**How to complete this task**
Every record should be copied exactly, except that pictures are to be omitted.

**Material to process**
== == ==

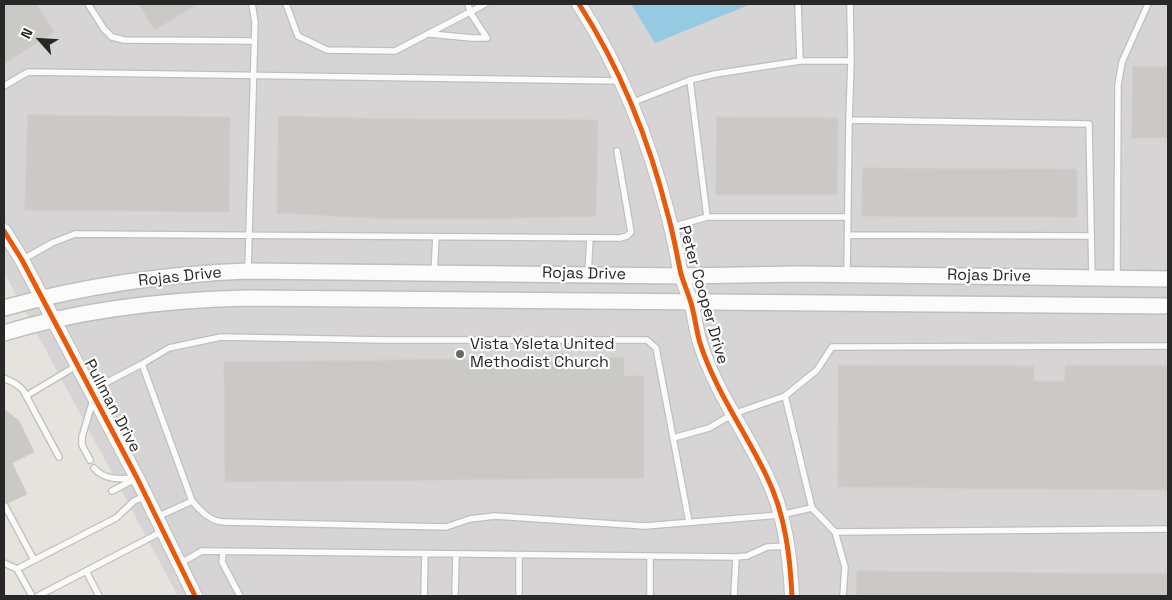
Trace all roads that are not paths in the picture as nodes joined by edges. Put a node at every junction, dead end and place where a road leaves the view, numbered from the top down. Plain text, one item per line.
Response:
1 (88, 4) edge
2 (252, 4) edge
3 (286, 4) edge
4 (468, 4) edge
5 (485, 4) edge
6 (579, 4) edge
7 (798, 4) edge
8 (850, 4) edge
9 (1148, 4) edge
10 (470, 12) junction
11 (428, 34) junction
12 (254, 42) junction
13 (800, 60) junction
14 (851, 60) junction
15 (253, 77) junction
16 (690, 80) junction
17 (621, 81) junction
18 (4, 86) edge
19 (631, 103) junction
20 (850, 120) junction
21 (616, 151) dead end
22 (707, 217) junction
23 (848, 217) junction
24 (671, 227) junction
25 (4, 232) edge
26 (249, 235) junction
27 (848, 235) junction
28 (1091, 236) junction
29 (436, 237) junction
30 (590, 238) junction
31 (22, 260) junction
32 (248, 271) junction
33 (434, 273) junction
34 (588, 274) junction
35 (847, 275) junction
36 (682, 276) junction
37 (1092, 278) junction
38 (1117, 278) junction
39 (1168, 279) edge
40 (42, 299) junction
41 (691, 302) junction
42 (1168, 306) edge
43 (4, 308) edge
44 (53, 321) junction
45 (4, 333) edge
46 (1168, 346) edge
47 (142, 364) junction
48 (76, 366) junction
49 (4, 378) edge
50 (92, 394) junction
51 (26, 396) junction
52 (785, 396) junction
53 (734, 414) junction
54 (673, 438) junction
55 (59, 457) dead end
56 (90, 460) dead end
57 (94, 468) dead end
58 (137, 478) junction
59 (112, 491) dead end
60 (145, 496) junction
61 (192, 501) junction
62 (5, 506) dead end
63 (812, 508) junction
64 (780, 515) junction
65 (156, 518) junction
66 (689, 522) junction
67 (1168, 529) edge
68 (163, 531) junction
69 (835, 532) junction
70 (787, 546) junction
71 (223, 552) junction
72 (425, 554) junction
73 (456, 554) junction
74 (519, 554) junction
75 (650, 556) junction
76 (736, 557) junction
77 (34, 560) junction
78 (4, 563) edge
79 (179, 564) junction
80 (17, 569) junction
81 (86, 571) junction
82 (32, 596) edge
83 (38, 596) edge
84 (99, 596) edge
85 (195, 596) edge
86 (240, 596) edge
87 (424, 596) edge
88 (455, 596) edge
89 (519, 596) edge
90 (650, 596) edge
91 (734, 596) edge
92 (792, 596) edge
93 (843, 596) edge

1 - 12 lane
2 - 12 lane
3 - 11 lane
4 - 10 lane
5 - 10 lane
6 - 17 street, Peter Cooper Drive
7 - 13 lane
8 - 14 lane
9 - 38 lane
10 - 11 lane
10 - 11 lane
12 - 15 lane
13 - 14 lane
13 - 16 lane
14 - 20 lane
15 - 17 lane
15 - 18 lane
15 - 26 lane
16 - 19 lane
16 - 22 lane
17 - 19 street, Peter Cooper Drive
19 - 24 street, Peter Cooper Drive
20 - 23 lane
20 - 28 lane
21 - 30 lane
22 - 23 lane
22 - 24 lane
23 - 27 lane
24 - 36 street, Peter Cooper Drive
25 - 31 street, Pullman Drive
26 - 29 lane
26 - 31 lane
26 - 32 lane
27 - 28 lane
27 - 35 lane
28 - 37 lane
29 - 30 lane
29 - 33 lane
30 - 34 lane
31 - 40 street, Pullman Drive
32 - 33 main road, Rojas Drive
32 - 40 main road, Rojas Drive
33 - 34 main road, Rojas Drive
34 - 36 main road, Rojas Drive
35 - 36 main road, Rojas Drive
35 - 37 main road, Rojas Drive
36 - 41 street, Peter Cooper Drive
37 - 38 main road, Rojas Drive
38 - 39 main road, Rojas Drive
40 - 43 main road, Rojas Drive
40 - 44 street, Pullman Drive
41 - 42 main road, Rojas Drive
41 - 44 main road, Rojas Drive
41 - 53 street, Peter Cooper Drive
44 - 45 main road, Rojas Drive
44 - 48 street, Pullman Drive
46 - 52 lane
47 - 50 lane
47 - 54 lane
47 - 61 lane
48 - 50 street, Pullman Drive
48 - 51 lane
49 - 51 lane
50 - 56 lane
50 - 58 street, Pullman Drive
51 - 55 lane
52 - 53 lane
52 - 63 lane
53 - 54 lane
53 - 64 street, Peter Cooper Drive
54 - 66 lane
57 - 58 lane
58 - 59 lane
58 - 60 street, Pullman Drive
60 - 65 street, Pullman Drive
60 - 77 lane
61 - 65 lane
61 - 66 lane
62 - 77 lane
63 - 64 lane
63 - 69 lane
64 - 66 lane
64 - 70 street, Peter Cooper Drive
65 - 68 street, Pullman Drive
67 - 69 lane
68 - 79 street, Pullman Drive
68 - 81 lane
69 - 93 lane
70 - 76 lane
70 - 92 street, Peter Cooper Drive
71 - 72 lane
71 - 79 lane
71 - 86 lane
72 - 73 lane
72 - 87 lane
73 - 74 lane
73 - 88 lane
74 - 75 lane
74 - 89 lane
75 - 76 lane
75 - 90 lane
76 - 91 lane
77 - 80 lane
78 - 80 lane
79 - 85 street, Pullman Drive
80 - 82 lane
81 - 83 lane
81 - 84 lane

== == ==

**Result of the task**
Trace all roads that are not paths in the picture as nodes joined by edges. Put a node at every junction, dead end and place where a road leaves the view, numbered from the top down. Plain text, one item per line.
Response:
1 (88, 4) edge
2 (252, 4) edge
3 (286, 4) edge
4 (468, 4) edge
5 (485, 4) edge
6 (579, 4) edge
7 (798, 4) edge
8 (850, 4) edge
9 (1148, 4) edge
10 (470, 12) junction
11 (428, 34) junction
12 (254, 42) junction
13 (800, 60) junction
14 (851, 60) junction
15 (253, 77) junction
16 (690, 80) junction
17 (621, 81) junction
18 (4, 86) edge
19 (631, 103) junction
20 (850, 120) junction
21 (616, 151) dead end
22 (707, 217) junction
23 (848, 217) junction
24 (671, 227) junction
25 (4, 232) edge
26 (249, 235) junction
27 (848, 235) junction
28 (1091, 236) junction
29 (436, 237) junction
30 (590, 238) junction
31 (22, 260) junction
32 (248, 271) junction
33 (434, 273) junction
34 (588, 274) junction
35 (847, 275) junction
36 (682, 276) junction
37 (1092, 278) junction
38 (1117, 278) junction
39 (1168, 279) edge
40 (42, 299) junction
41 (691, 302) junction
42 (1168, 306) edge
43 (4, 308) edge
44 (53, 321) junction
45 (4, 333) edge
46 (1168, 346) edge
47 (142, 364) junction
48 (76, 366) junction
49 (4, 378) edge
50 (92, 394) junction
51 (26, 396) junction
52 (785, 396) junction
53 (734, 414) junction
54 (673, 438) junction
55 (59, 457) dead end
56 (90, 460) dead end
57 (94, 468) dead end
58 (137, 478) junction
59 (112, 491) dead end
60 (145, 496) junction
61 (192, 501) junction
62 (5, 506) dead end
63 (812, 508) junction
64 (780, 515) junction
65 (156, 518) junction
66 (689, 522) junction
67 (1168, 529) edge
68 (163, 531) junction
69 (835, 532) junction
70 (787, 546) junction
71 (223, 552) junction
72 (425, 554) junction
73 (456, 554) junction
74 (519, 554) junction
75 (650, 556) junction
76 (736, 557) junction
77 (34, 560) junction
78 (4, 563) edge
79 (179, 564) junction
80 (17, 569) junction
81 (86, 571) junction
82 (32, 596) edge
83 (38, 596) edge
84 (99, 596) edge
85 (195, 596) edge
86 (240, 596) edge
87 (424, 596) edge
88 (455, 596) edge
89 (519, 596) edge
90 (650, 596) edge
91 (734, 596) edge
92 (792, 596) edge
93 (843, 596) edge

1 - 12 lane
2 - 12 lane
3 - 11 lane
4 - 10 lane
5 - 10 lane
6 - 17 street, Peter Cooper Drive
7 - 13 lane
8 - 14 lane
9 - 38 lane
10 - 11 lane
10 - 11 lane
12 - 15 lane
13 - 14 lane
13 - 16 lane
14 - 20 lane
15 - 17 lane
15 - 18 lane
15 - 26 lane
16 - 19 lane
16 - 22 lane
17 - 19 street, Peter Cooper Drive
19 - 24 street, Peter Cooper Drive
20 - 23 lane
20 - 28 lane
21 - 30 lane
22 - 23 lane
22 - 24 lane
23 - 27 lane
24 - 36 street, Peter Cooper Drive
25 - 31 street, Pullman Drive
26 - 29 lane
26 - 31 lane
26 - 32 lane
27 - 28 lane
27 - 35 lane
28 - 37 lane
29 - 30 lane
29 - 33 lane
30 - 34 lane
31 - 40 street, Pullman Drive
32 - 33 main road, Rojas Drive
32 - 40 main road, Rojas Drive
33 - 34 main road, Rojas Drive
34 - 36 main road, Rojas Drive
35 - 36 main road, Rojas Drive
35 - 37 main road, Rojas Drive
36 - 41 street, Peter Cooper Drive
37 - 38 main road, Rojas Drive
38 - 39 main road, Rojas Drive
40 - 43 main road, Rojas Drive
40 - 44 street, Pullman Drive
41 - 42 main road, Rojas Drive
41 - 44 main road, Rojas Drive
41 - 53 street, Peter Cooper Drive
44 - 45 main road, Rojas Drive
44 - 48 street, Pullman Drive
46 - 52 lane
47 - 50 lane
47 - 54 lane
47 - 61 lane
48 - 50 street, Pullman Drive
48 - 51 lane
49 - 51 lane
50 - 56 lane
50 - 58 street, Pullman Drive
51 - 55 lane
52 - 53 lane
52 - 63 lane
53 - 54 lane
53 - 64 street, Peter Cooper Drive
54 - 66 lane
57 - 58 lane
58 - 59 lane
58 - 60 street, Pullman Drive
60 - 65 street, Pullman Drive
60 - 77 lane
61 - 65 lane
61 - 66 lane
62 - 77 lane
63 - 64 lane
63 - 69 lane
64 - 66 lane
64 - 70 street, Peter Cooper Drive
65 - 68 street, Pullman Drive
67 - 69 lane
68 - 79 street, Pullman Drive
68 - 81 lane
69 - 93 lane
70 - 76 lane
70 - 92 street, Peter Cooper Drive
71 - 72 lane
71 - 79 lane
71 - 86 lane
72 - 73 lane
72 - 87 lane
73 - 74 lane
73 - 88 lane
74 - 75 lane
74 - 89 lane
75 - 76 lane
75 - 90 lane
76 - 91 lane
77 - 80 lane
78 - 80 lane
79 - 85 street, Pullman Drive
80 - 82 lane
81 - 83 lane
81 - 84 lane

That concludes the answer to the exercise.